7 · Common mistakes (and surprises)

  • Using var. Function-scoped, hoisted, easy to shadow. Never use it in new code.
  • Using ==. Coerces. "" == false is true. 0 == "0" is true. Always ===.
  • Missing semicolons. JS has Automatic Semicolon Insertion (ASI). It works 99% of the time and then bites you. Add them or use a formatter.
  • typeof null === "object". A historical bug, preserved for compatibility. Don't rely on it. Use === null.
  • Floating point. 0.1 + 0.2 !== 0.3. JS uses IEEE 754 floats. For money, use integers (cents) or a decimal library.
  • Array destructuring requires order. const [a, b] = arr. For named extracts, use objects: const {name} = user.
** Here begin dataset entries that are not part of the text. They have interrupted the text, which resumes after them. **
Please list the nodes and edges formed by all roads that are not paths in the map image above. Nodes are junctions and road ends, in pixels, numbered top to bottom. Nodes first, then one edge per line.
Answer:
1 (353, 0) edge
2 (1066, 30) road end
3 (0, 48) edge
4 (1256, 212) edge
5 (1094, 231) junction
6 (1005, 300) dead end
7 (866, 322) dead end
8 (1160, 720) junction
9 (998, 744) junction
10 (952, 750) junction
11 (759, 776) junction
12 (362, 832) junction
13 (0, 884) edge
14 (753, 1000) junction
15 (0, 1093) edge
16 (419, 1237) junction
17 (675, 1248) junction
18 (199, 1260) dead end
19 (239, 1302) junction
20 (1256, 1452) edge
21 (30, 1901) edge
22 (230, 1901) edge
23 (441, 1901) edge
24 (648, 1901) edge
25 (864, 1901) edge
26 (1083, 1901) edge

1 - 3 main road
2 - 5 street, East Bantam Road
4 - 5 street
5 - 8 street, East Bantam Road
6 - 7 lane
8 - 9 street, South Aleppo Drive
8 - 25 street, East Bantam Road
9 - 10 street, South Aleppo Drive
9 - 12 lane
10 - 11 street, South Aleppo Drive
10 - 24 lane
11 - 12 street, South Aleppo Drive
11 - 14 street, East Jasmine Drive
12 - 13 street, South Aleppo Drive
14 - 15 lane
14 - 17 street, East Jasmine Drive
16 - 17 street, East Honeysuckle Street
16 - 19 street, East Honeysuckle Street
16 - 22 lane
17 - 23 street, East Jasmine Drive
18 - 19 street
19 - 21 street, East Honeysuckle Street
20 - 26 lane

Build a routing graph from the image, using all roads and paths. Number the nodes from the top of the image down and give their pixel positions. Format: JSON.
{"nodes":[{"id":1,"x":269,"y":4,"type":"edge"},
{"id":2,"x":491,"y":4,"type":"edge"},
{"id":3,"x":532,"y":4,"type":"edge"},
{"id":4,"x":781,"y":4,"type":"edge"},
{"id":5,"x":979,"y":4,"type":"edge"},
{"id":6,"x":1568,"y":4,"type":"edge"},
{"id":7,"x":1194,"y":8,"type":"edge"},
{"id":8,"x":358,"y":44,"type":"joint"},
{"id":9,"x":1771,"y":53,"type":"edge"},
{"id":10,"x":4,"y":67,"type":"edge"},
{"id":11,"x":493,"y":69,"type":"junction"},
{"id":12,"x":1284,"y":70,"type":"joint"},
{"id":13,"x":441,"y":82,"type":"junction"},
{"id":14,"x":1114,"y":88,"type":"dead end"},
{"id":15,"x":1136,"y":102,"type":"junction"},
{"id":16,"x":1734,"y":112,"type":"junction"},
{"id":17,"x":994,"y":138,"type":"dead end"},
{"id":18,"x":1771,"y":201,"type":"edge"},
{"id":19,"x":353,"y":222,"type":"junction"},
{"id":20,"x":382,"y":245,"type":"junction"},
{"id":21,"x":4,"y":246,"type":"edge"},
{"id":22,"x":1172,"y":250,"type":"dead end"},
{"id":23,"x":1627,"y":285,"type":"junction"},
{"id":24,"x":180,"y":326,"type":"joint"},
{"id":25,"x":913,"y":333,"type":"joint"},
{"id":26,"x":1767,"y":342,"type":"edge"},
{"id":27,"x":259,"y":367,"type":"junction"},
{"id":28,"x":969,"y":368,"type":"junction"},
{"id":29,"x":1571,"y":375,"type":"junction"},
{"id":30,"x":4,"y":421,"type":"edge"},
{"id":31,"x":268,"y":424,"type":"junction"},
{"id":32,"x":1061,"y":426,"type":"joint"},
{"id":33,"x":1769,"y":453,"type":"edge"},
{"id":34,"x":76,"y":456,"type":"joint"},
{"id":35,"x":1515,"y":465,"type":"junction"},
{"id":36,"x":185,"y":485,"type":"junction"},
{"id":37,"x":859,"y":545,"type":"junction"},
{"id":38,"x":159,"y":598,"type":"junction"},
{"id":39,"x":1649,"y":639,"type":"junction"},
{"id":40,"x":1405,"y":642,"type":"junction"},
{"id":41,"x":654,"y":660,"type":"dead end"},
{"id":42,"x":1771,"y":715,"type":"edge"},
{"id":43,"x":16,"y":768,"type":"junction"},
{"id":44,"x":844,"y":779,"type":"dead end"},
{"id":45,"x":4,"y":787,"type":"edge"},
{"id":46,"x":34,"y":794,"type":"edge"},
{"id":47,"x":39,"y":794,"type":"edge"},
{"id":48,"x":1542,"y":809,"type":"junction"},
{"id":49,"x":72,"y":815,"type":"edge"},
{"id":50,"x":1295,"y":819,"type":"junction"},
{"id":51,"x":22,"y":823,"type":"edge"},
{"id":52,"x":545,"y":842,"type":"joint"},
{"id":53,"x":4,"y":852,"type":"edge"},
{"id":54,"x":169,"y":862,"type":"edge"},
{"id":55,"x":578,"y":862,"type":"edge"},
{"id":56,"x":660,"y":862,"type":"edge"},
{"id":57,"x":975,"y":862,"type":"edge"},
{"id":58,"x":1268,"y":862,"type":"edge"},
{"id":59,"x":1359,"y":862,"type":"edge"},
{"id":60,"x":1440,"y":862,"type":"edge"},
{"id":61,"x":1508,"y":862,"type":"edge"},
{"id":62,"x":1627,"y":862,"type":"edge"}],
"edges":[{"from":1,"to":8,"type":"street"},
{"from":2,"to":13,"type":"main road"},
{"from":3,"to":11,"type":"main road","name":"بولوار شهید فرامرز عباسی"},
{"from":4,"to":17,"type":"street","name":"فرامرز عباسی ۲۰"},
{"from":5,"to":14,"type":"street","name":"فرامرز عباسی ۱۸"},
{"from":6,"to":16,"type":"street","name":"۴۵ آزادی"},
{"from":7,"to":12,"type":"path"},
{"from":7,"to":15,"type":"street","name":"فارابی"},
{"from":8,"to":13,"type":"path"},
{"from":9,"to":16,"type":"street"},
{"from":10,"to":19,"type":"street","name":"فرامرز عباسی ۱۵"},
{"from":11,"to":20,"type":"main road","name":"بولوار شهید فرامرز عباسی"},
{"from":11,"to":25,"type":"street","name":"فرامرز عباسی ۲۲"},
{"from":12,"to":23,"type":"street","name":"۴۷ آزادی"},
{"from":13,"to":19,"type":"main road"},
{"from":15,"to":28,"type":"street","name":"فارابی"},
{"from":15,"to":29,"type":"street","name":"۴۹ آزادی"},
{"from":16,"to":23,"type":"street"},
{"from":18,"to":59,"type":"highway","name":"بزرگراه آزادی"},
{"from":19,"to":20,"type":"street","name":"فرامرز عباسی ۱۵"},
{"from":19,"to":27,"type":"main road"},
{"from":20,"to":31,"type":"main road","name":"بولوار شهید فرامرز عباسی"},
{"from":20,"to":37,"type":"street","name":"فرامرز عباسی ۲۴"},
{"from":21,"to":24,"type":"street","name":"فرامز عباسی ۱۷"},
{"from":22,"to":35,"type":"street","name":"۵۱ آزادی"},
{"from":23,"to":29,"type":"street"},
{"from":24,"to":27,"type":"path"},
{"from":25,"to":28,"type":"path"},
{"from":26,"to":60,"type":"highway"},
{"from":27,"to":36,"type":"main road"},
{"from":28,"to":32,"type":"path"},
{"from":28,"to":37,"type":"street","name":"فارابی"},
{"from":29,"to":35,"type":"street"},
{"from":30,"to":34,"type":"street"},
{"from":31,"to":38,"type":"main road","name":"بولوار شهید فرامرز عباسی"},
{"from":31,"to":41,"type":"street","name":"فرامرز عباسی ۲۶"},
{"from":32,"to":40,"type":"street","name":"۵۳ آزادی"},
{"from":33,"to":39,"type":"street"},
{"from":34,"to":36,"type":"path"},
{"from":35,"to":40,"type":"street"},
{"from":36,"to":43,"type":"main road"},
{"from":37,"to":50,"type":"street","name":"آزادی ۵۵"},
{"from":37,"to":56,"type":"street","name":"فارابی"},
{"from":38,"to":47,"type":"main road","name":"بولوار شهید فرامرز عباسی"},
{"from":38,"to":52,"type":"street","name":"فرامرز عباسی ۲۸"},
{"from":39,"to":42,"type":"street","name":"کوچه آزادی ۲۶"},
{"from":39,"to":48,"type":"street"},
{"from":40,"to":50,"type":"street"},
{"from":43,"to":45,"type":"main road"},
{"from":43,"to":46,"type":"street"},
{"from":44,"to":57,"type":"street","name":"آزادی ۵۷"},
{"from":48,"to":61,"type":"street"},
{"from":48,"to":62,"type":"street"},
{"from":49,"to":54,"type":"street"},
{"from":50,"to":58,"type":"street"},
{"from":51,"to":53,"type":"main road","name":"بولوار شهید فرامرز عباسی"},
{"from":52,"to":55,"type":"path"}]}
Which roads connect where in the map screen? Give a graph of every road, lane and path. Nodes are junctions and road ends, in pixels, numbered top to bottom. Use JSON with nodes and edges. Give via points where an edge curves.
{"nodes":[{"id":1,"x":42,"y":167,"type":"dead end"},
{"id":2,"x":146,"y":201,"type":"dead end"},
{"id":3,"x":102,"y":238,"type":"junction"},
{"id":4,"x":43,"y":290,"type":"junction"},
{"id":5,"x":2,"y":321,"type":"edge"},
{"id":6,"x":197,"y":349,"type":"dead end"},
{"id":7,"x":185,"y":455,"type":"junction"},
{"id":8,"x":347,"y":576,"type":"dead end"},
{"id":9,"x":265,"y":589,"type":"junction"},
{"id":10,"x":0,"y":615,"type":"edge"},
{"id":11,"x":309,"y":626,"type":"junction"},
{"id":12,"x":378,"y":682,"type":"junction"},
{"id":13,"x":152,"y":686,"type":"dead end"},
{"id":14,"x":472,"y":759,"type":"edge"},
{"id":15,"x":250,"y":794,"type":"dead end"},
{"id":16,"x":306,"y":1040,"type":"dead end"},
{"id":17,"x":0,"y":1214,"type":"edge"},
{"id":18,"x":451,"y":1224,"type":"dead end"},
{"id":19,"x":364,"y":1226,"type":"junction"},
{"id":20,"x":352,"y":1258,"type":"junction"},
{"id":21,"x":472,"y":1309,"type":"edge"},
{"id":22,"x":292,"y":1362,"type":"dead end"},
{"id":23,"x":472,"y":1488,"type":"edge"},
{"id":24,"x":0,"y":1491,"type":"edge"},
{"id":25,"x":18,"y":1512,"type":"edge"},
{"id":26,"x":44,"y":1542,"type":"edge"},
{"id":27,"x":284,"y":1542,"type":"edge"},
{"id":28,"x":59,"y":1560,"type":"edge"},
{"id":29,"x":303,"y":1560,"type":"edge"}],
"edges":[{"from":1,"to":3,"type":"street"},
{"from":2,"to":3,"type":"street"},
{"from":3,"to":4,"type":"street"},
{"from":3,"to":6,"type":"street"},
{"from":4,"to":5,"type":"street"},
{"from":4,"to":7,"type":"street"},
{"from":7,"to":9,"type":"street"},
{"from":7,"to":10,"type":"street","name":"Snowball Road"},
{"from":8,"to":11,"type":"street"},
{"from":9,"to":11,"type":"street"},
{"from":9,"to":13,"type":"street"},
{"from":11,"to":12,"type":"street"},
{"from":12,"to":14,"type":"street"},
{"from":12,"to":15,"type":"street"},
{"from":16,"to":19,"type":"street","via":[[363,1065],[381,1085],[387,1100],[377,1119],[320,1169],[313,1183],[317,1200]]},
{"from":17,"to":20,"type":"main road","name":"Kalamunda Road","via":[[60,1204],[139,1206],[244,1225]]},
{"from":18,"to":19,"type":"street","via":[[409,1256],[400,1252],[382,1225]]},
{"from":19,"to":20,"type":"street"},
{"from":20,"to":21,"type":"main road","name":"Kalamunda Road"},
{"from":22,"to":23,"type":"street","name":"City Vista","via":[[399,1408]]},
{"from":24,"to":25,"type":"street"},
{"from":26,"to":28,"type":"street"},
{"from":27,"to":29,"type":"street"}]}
8 · Coming from another language

If you know…What's familiarWhat surprises
PythonDynamic typing. First-class functions. Easy to write.this binding rules. Coercion (==). The event loop replaces threads.
GoFirst-class functions. Modern JS feels more typed than expected (TS).Dynamic types unless using TS. Event-loop concurrency. npm install hell.
Java / C#Classes (since ES6). Type system with TS feels familiar.Prototypal inheritance under classes. Single-threaded. No checked exceptions.
RustIterator chains.Garbage collected. null AND undefined. No ownership.

9 · Exercises (~10 min)

  1. FizzBuzz, modern. 1-30. Use const, an arrow function, template literals.
  2. Type-check. Predict what typeof returns for: 42, "go", true, null, undefined, [], {}. Run them. Two surprises.
  3. The arrow vs function difference. Try setTimeout(function() { console.log(this) }, 0) vs setTimeout(() => console.log(this), 0) at the top level of a file. Different output. We'll explain Day 4.
  4. Add a dep. npm init -y, npm install chalk, write 3 lines that import chalk and print colored text.

10 · When it clicks

  • You reach for const by default and let when reassigning.
  • Template literals (`${...}`) come out before string concatenation.
  • You don't type == anymore.
  • You know that "JS runtime" is the variable to control for, not "JavaScript".